The bus ride took us to the Grand Canyon village in a couple of hours, through rough desert scrubland, with views of the San Francisco Peaks far away. A walk in the hot sunshine took us to our lodging for the next two nights – Bright Angel lodge. Busy and rustic, the lodge was situated right on the edge of the canyon – ideal!

And what a sight…

Indescribable and impossible to capture by picture. Our whole width of vision filled with this vast crack in the earth’s crust. Layer upon layer of, literally, billions of geological years. Crags, creeks, wild outcrops, and immense depth. Like an insane rendering of an alien planet. And the spectacle changes at different times of the day as the light catches it.

It was the 4th of July. We had not realised the significance of this when we booked it. Holiday was upon the nation! It was busy with families sightseeing for the day, many with t-shirts celebrating America. Despite the crowds, we enjoyed exploring the area around us and there was no diminishing of the grandeur and tranquility of the canyon. 

We saw a mountain goat lying on a rock, squirrels and mountain chipmunks and many California Condors circling in the air. And Lynne managed to find two nice Navajo Indian jewellery artists, father and son, and relieve them of a hand made gorgeous ring.

Father

We got up early on our first full day, to capture the morning cool. The temperature later in the morning rose to over 32C/110F. Not a cloud in sight. We passed by the ‘take out’ shop to buy breakfast and provisions for our trek.

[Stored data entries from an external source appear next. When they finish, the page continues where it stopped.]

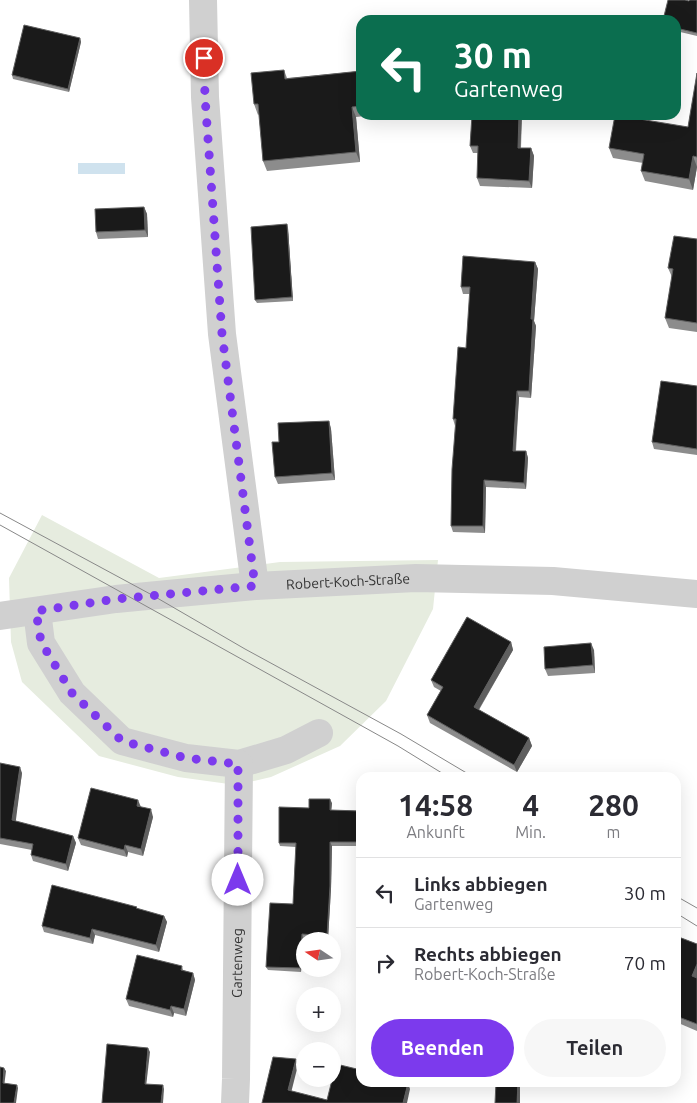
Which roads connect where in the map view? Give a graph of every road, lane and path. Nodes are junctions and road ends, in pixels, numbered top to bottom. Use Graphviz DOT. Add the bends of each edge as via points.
graph roads {
  1 [pos="203,0"];
  2 [pos="255,586"];
  3 [pos="697,594"];
  4 [pos="36,611"];
  5 [pos="0,616"];
  6 [pos="319,733"];
  7 [pos="238,764"];
  8 [pos="235,1103"];
  1 -- 2 [label="street" via="205,97 222,334"];
  2 -- 3 [label="street, Robert-Koch-Straße" via="416,578 553,581"];
  2 -- 4 [label="street, Robert-Koch-Straße" via="116,599"];
  4 -- 5 [label="street, Robert-Koch-Straße"];
  4 -- 7 [label="street" via="41,642 72,693 122,741 186,758"];
  6 -- 7 [label="street" via="286,750"];
  7 -- 8 [label="street, Gartenweg"];
}
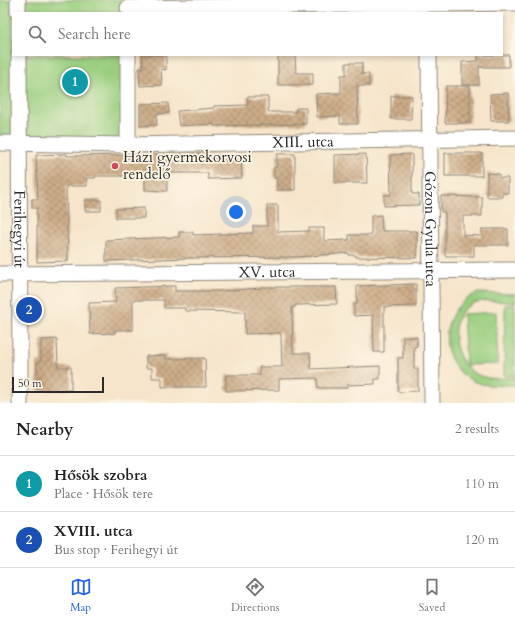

The ‘signature’ trail, Bright Angel, started just by our lodge. It descended immediately, down a giddyingly steep path, zig-zagging down onto a soft plain, before diving down to the Colorado River. We did not do this – this was a multi-day hike, which we didn’t have time for, but more importantly, Peter’s vertigo would not allow him to descend on that trail for more than 20 metres…. Lynne, had managed to fit in a short descent and ascent the previous late afternoon and did indeed confirm its steepness.

Better though, we set off westwards on the South Side Rim trail, to Hermit’s Rest. A 12km trail, blissfully empty in the morning. It hugged the canyon edge for most of the way, rewarding us with mind-boggling views on every turn we took. The names of the viewpoints did not disappoint – The Abyss needed careful footsteps; from Trailview Overlook you could see the Bright Angel Trail, and the Indian Garden below, on its path.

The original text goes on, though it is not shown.